• **Saved data entries**:

○ ○ ○ ○

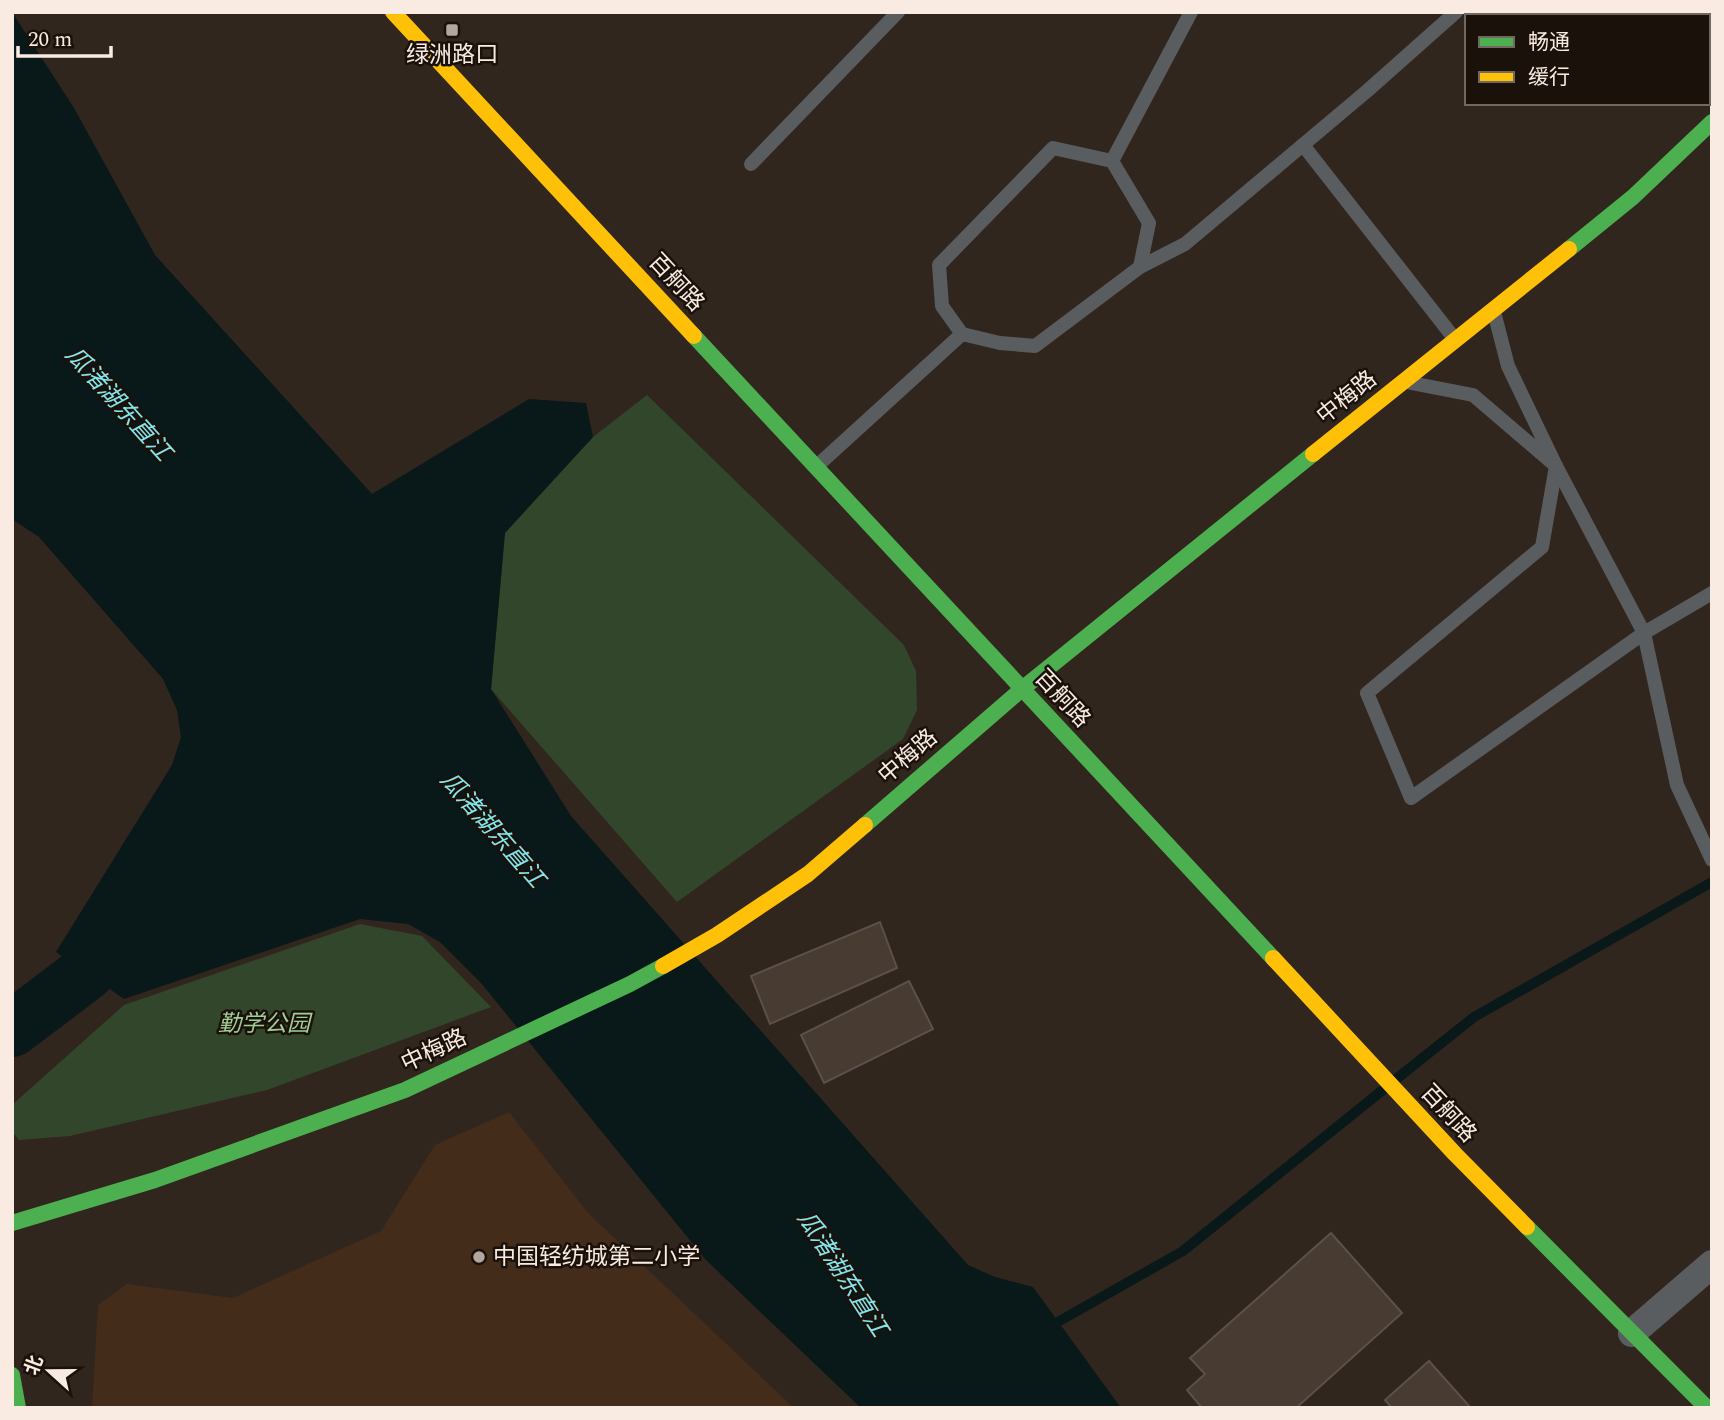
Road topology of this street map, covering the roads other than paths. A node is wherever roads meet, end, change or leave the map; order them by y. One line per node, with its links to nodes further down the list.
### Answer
1 (394, 12): 15 (street, 百舸路)
2 (898, 12): 8 (lane)
3 (1191, 12): 7 (lane)
4 (1456, 12): 6 (lane)
5 (1712, 122): 10 (street, 中梅路)
6 (1303, 145): 9 (lane); 12 (lane)
7 (1112, 161): 9 (lane); 11 (lane)
8 (751, 164)
9 (1140, 267): 11 (lane)
10 (1493, 309): 12 (street, 中梅路); 14 (lane)
11 (962, 334): 15 (lane)
12 (1455, 340): 13 (street, 中梅路)
13 (1402, 382): 14 (lane); 18 (street, 中梅路)
14 (1556, 466): 17 (lane); 17 (lane)
15 (816, 467): 18 (street, 百舸路)
16 (1712, 593): 17 (lane)
17 (1644, 633): 19 (lane)
18 (1022, 689): 20 (street, 中梅路); 22 (street, 百舸路)
19 (1712, 860)
20 (12, 1223)
21 (1712, 1264): 22 (street)
22 (1632, 1333): 25 (street, 百舸路)
23 (12, 1375): 24 (street)
24 (18, 1408)
25 (1707, 1408)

○ ○ ○ ○

• **Assignment**: Produce the entries again, word for word, without any of their pictures.

• **Task solution**:
Road topology of this street map, covering the roads other than paths. A node is wherever roads meet, end, change or leave the map; order them by y. One line per node, with its links to nodes further down the list.
### Answer
1 (394, 12): 15 (street, 百舸路)
2 (898, 12): 8 (lane)
3 (1191, 12): 7 (lane)
4 (1456, 12): 6 (lane)
5 (1712, 122): 10 (street, 中梅路)
6 (1303, 145): 9 (lane); 12 (lane)
7 (1112, 161): 9 (lane); 11 (lane)
8 (751, 164)
9 (1140, 267): 11 (lane)
10 (1493, 309): 12 (street, 中梅路); 14 (lane)
11 (962, 334): 15 (lane)
12 (1455, 340): 13 (street, 中梅路)
13 (1402, 382): 14 (lane); 18 (street, 中梅路)
14 (1556, 466): 17 (lane); 17 (lane)
15 (816, 467): 18 (street, 百舸路)
16 (1712, 593): 17 (lane)
17 (1644, 633): 19 (lane)
18 (1022, 689): 20 (street, 中梅路); 22 (street, 百舸路)
19 (1712, 860)
20 (12, 1223)
21 (1712, 1264): 22 (street)
22 (1632, 1333): 25 (street, 百舸路)
23 (12, 1375): 24 (street)
24 (18, 1408)
25 (1707, 1408)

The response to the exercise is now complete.